東南アジアの製造拠点、マレーシアから興味深い求人情報が公開されました。エレクトロニクス製造の中核であるPCBA(プリント基板実装)の生産管理者の募集ですが、その必須要件から、グローバルサプライチェーンにおけるコミュニケーションの現実的な課題と対応策が見えてきます。
マレーシアで求められる「中国語必須」の生産管理者
最近、マレーシアのパシール・グダンにある新エネルギー関連企業「DEYE NEW ENERGY TECHNOLOGY MALAYSIA」が、PCBAの生産管理者を募集しました。PCBAは、あらゆる電子機器に搭載されるプリント基板に電子部品を実装したもので、製品の品質と性能を左右する心臓部ともいえる重要部品です。この求人情報で特に注目すべきは、応募の必須要件として「中国語(Mandarin)が堪能であること」が明記されている点です。
なぜ生産管理の現場で「中国語」が求められるのか
求人情報には、その理由として「中国語を話す顧客と効果的にコミュニケーションをとるため」と記載されています。これは、製造現場の管理者が、単に工場内の生産活動を管理するだけでなく、顧客との直接的な対話を求められていることを示しています。技術仕様のすり合わせ、品質問題発生時の原因究明と対策報告、納期の調整など、生産管理者が顧客と緊密に連携する場面は少なくありません。この企業の主要な顧客が、中国語圏の企業であることが強く推察されます。

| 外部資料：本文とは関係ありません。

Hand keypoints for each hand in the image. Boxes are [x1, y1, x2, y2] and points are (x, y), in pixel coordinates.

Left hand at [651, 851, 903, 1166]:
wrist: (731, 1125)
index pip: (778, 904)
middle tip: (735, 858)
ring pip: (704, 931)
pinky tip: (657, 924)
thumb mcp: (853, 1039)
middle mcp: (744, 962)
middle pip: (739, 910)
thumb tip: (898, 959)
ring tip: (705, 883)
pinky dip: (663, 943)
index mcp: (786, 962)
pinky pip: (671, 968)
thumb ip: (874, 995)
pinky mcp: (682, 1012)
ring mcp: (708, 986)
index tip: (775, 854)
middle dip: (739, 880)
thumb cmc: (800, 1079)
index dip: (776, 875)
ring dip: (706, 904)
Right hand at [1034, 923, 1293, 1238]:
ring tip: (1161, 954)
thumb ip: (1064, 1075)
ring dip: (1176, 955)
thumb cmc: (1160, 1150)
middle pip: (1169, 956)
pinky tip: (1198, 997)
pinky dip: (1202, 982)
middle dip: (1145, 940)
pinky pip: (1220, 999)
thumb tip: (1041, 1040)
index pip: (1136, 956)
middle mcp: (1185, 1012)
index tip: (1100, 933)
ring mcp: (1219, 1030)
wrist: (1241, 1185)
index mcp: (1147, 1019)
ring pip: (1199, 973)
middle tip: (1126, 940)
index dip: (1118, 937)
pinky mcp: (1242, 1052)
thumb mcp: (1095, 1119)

しかし、理由はそれだけにとどまらないと考えられます。まず、このDEYE社自身が中国系企業であり、中国本社との報告や技術部門との連携において、中国語が公用語となっている可能性は高いでしょう。さらに、PCBA製造に不可欠な電子部品の多くは、中国のサプライヤーから調達されていることが一般的です。したがって、部品の納期管理や品質に関する問い合わせなど、サプライヤーとの日常的なコミュニケーションにおいても、中国語が実務上、最も効率的で確実な言語であると考えられます。顧客、本社、サプライヤーというサプライチェーンの主要な関係者との円滑な意思疎通のために、中国語能力が必須スキルとされているのです。
日本の製造業への示唆
この一件は、海外拠点を運営する日本の製造業にとっても、重要な示唆を与えてくれます。
1. グローバル人材に求められる言語能力の多様化
従来、海外とのコミュニケーションでは英語が第一言語とされてきました。しかし、サプライチェーンが特定の国や地域に深く根差している場合、英語だけでは不十分な場面が増えています。特に、中国系企業がサプライチェーンの上流から下流まで大きな影響力を持つ現在、実務レベルでの中国語の重要性は看過できません。これは、管理者層だけでなく、購買や品質保証、技術担当者にも当てはまる可能性があります。
2. 海外拠点の管理者選定における視点
海外工場の責任者や管理者を選定する際、生産管理技術やマネジメント能力はもちろん重要ですが、それに加えて「サプライチェーン上の主要な関係者と円滑に意思疎通できる言語能力」を評価軸に加えることが、拠点の安定運営につながります。日本人駐在員を派遣する場合も、現地の主要言語を習得する努力が、現地スタッフや取引先との信頼関係構築に大きく寄与するでしょう。
3. サプライチェーンにおける「言語リスク」の認識
自社のサプライチェーンにおいて、主要な取引先がどの言語でコミュニケーションをとっているかを把握することは、隠れたリスクを管理する上で重要です。言葉の壁は、誤解や情報伝達の遅れを生み、ひいては品質問題や納期遅延につながりかねません。サプライヤー監査などの際に、コミュニケーションの手段や言語について確認しておくことも有効な対策の一つです。
今回の求人情報は、グローバルな生産活動の現場では、技術や管理手法と同じく、言語というコミュニケーションツールがいかに重要な役割を果たしているかを改めて浮き彫りにしています。自社の海外展開や人材育成を考える上で、参考にすべき点が多い事例と言えるでしょう。